With the advent of modern commercial phenomena such as outsourcing and privatisation, the area has been a fertile one for the courts. WorkChoices limited the application of the old employer’s industrial instruments to the new employer; the Fair Work act will reverse this and contains provisions squarely aimed at some prominent decisions of the High Court.
The act will clarify that outsource providers will be bound to observe the terms of industrial instruments that apply to the outsourcer’s operations. In the case of related companies, only one employee need be transferred to perform the same work before the instruments binding on the old employer will apply. The commonly understood application of the provisions in sale of business transactions will continue.
The act will retain the WorkChoices requirement that employees must be transferred between the two employers.
It has already been observed by some commentators that potentially the real sleeper in the new Fair Work act will be the comprehensive “general protections” provisions.
In this part of the new act will be gathered provisions in current legislation relating to freedom of association, involvement in lawful industrial activity, exercising rights in the workplace, unlawful termination and sham contractor arrangements. “Adverse actions”, such as termination of employment, or more generally disadvantaging an employee in connection with these aspects of the employment relationship will be prohibited.
The new provisions also contain more general prohibitions against discrimination in employment on the basis of a range of characteristics already comprehensively covered by state and federal anti-discrimination laws, such as race, colour, sex, age, disability and so on.

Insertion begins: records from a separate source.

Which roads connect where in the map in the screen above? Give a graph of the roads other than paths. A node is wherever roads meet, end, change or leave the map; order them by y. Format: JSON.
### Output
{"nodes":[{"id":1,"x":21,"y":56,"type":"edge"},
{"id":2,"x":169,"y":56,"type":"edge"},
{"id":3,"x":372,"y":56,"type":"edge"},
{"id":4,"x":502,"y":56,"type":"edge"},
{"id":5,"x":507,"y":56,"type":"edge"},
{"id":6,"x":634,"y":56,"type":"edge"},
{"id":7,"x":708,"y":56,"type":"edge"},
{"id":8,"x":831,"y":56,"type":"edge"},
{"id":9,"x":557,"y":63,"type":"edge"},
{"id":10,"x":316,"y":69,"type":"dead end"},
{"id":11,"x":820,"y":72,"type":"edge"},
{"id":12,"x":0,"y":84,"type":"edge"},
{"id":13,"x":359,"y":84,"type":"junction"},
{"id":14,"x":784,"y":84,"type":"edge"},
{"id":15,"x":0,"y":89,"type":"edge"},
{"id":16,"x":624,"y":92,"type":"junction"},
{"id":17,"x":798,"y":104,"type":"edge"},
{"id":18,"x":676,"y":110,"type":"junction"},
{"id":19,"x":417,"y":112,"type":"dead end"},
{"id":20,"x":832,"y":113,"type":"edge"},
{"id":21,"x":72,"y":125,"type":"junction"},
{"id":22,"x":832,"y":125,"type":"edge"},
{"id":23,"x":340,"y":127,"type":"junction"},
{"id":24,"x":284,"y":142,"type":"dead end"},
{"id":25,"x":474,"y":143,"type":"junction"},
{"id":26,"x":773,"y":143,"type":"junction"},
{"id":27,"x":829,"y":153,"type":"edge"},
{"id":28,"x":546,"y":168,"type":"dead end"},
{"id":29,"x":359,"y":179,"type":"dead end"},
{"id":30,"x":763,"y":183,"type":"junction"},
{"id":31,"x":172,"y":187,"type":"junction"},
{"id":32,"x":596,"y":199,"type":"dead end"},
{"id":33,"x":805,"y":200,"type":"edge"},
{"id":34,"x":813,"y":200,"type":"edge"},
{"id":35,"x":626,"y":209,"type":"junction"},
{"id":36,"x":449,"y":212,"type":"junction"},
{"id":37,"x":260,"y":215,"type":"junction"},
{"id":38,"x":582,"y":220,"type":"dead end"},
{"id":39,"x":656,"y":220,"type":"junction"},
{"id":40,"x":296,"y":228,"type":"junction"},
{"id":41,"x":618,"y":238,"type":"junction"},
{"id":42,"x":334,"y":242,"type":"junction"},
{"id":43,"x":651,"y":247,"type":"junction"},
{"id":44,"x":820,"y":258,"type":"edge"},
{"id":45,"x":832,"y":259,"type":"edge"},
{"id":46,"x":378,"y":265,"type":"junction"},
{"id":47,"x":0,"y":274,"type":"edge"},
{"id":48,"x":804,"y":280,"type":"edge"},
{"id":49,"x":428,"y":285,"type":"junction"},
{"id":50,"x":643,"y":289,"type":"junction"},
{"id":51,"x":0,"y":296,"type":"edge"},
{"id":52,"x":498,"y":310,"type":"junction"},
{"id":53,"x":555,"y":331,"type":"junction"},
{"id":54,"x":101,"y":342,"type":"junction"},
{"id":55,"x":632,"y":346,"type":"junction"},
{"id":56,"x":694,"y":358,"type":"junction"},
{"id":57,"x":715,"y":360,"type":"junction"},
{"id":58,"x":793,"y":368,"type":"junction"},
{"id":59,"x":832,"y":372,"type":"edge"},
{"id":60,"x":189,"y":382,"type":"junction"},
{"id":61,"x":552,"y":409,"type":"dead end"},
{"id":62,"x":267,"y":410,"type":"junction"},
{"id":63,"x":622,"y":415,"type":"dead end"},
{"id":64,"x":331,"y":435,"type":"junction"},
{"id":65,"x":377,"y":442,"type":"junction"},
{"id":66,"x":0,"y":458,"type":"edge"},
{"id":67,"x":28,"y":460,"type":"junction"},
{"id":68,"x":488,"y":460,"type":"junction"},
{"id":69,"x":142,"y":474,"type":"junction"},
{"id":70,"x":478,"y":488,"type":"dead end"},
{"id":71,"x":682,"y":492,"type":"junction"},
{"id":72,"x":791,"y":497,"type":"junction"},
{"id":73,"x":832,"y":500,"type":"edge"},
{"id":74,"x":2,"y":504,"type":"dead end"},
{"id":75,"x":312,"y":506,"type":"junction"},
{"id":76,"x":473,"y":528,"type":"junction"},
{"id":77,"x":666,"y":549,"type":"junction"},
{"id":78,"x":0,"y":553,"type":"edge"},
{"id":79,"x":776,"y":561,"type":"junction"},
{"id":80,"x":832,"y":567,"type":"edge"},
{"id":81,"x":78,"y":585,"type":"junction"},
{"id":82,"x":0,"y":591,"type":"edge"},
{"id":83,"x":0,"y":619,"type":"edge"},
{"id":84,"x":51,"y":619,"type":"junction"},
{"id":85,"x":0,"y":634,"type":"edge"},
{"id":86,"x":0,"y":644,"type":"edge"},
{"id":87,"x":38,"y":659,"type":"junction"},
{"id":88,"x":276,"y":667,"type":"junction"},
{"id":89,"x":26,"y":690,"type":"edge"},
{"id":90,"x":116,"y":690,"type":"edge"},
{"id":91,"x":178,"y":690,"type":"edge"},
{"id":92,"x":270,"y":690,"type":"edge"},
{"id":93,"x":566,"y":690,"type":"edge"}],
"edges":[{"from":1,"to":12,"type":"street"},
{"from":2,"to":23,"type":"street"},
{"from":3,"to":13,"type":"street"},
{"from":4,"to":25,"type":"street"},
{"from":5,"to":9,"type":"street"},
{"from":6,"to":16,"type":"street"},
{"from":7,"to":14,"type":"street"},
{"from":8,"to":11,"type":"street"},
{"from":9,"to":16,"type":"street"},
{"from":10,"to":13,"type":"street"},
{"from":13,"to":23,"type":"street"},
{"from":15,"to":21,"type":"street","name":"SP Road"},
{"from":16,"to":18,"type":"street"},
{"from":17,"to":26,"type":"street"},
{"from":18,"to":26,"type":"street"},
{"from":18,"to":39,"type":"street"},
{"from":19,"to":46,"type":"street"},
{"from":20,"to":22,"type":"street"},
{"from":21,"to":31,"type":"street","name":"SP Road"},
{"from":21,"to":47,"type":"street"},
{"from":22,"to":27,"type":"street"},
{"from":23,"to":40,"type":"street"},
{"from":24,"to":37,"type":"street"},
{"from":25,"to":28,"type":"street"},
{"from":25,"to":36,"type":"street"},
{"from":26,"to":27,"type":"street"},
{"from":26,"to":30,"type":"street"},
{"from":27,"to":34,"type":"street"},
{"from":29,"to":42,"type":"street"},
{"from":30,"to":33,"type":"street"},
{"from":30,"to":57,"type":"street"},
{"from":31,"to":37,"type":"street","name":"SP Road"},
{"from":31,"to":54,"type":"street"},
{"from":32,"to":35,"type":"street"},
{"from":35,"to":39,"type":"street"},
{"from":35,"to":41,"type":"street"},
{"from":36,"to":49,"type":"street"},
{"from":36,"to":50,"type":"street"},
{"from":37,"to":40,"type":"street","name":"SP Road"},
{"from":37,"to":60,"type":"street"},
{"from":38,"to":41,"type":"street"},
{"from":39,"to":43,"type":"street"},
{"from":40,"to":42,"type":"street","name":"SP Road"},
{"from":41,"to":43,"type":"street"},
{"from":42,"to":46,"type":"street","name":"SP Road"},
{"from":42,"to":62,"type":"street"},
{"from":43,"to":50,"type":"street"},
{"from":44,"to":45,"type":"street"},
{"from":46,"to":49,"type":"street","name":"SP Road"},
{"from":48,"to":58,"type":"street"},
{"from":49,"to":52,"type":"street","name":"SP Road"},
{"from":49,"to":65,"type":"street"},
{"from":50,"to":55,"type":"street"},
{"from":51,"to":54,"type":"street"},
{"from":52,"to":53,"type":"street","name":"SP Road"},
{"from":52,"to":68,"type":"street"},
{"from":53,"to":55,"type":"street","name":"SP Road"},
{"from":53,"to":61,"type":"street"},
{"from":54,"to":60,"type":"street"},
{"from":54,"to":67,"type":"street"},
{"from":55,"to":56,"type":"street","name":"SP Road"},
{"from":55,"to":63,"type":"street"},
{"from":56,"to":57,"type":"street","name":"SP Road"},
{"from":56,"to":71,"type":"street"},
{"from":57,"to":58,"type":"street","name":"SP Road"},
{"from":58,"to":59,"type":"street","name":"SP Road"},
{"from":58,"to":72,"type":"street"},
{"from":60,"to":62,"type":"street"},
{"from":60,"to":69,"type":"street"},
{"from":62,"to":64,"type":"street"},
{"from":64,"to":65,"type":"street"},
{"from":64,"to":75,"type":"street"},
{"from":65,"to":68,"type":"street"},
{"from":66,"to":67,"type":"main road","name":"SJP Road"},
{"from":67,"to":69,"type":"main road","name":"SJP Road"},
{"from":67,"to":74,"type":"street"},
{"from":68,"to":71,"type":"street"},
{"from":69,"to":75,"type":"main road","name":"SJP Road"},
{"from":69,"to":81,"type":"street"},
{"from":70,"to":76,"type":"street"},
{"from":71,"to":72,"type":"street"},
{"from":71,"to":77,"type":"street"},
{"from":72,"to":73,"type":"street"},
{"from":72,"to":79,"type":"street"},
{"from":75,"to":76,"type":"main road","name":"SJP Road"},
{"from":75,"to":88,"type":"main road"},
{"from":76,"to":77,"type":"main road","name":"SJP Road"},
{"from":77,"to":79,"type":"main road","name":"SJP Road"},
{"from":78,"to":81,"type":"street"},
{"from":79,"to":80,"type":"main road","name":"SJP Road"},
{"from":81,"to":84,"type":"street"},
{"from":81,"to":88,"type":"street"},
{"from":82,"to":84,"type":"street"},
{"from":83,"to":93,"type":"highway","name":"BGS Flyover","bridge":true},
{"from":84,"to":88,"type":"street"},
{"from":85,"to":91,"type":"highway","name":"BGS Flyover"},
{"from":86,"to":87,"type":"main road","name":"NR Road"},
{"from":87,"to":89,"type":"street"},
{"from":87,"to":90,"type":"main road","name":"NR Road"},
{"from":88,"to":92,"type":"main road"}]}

The critical difference being that, unlike the anti-discrimination statutes, the new act provisions have a reverse onus of proof. This means that an employer will be presumed to have discriminated against the employee, unless they can prove to the contrary. Employers will likely find this an entirely unnecessary and unwelcome addition to the law, which may render the current structure of anti-discrimination jurisdictions a bit of a lame side show, at least as far as they apply to employment relationships.
There would be little reason for employees not to seek the instant advantage of the assumption that their claim was justified, which is what the Fair Work act will provide in its current form.
Further more, in cases where the employee has been dismissed, FWA will have a role in trying to reconcile the dispute and, as the AIRC currently does in unfair dismissal claims, certify whether or not it considers the claim to have merit before it is pursued in the courts.
It’s a double whammy for employers who will be counting the cost of those changes.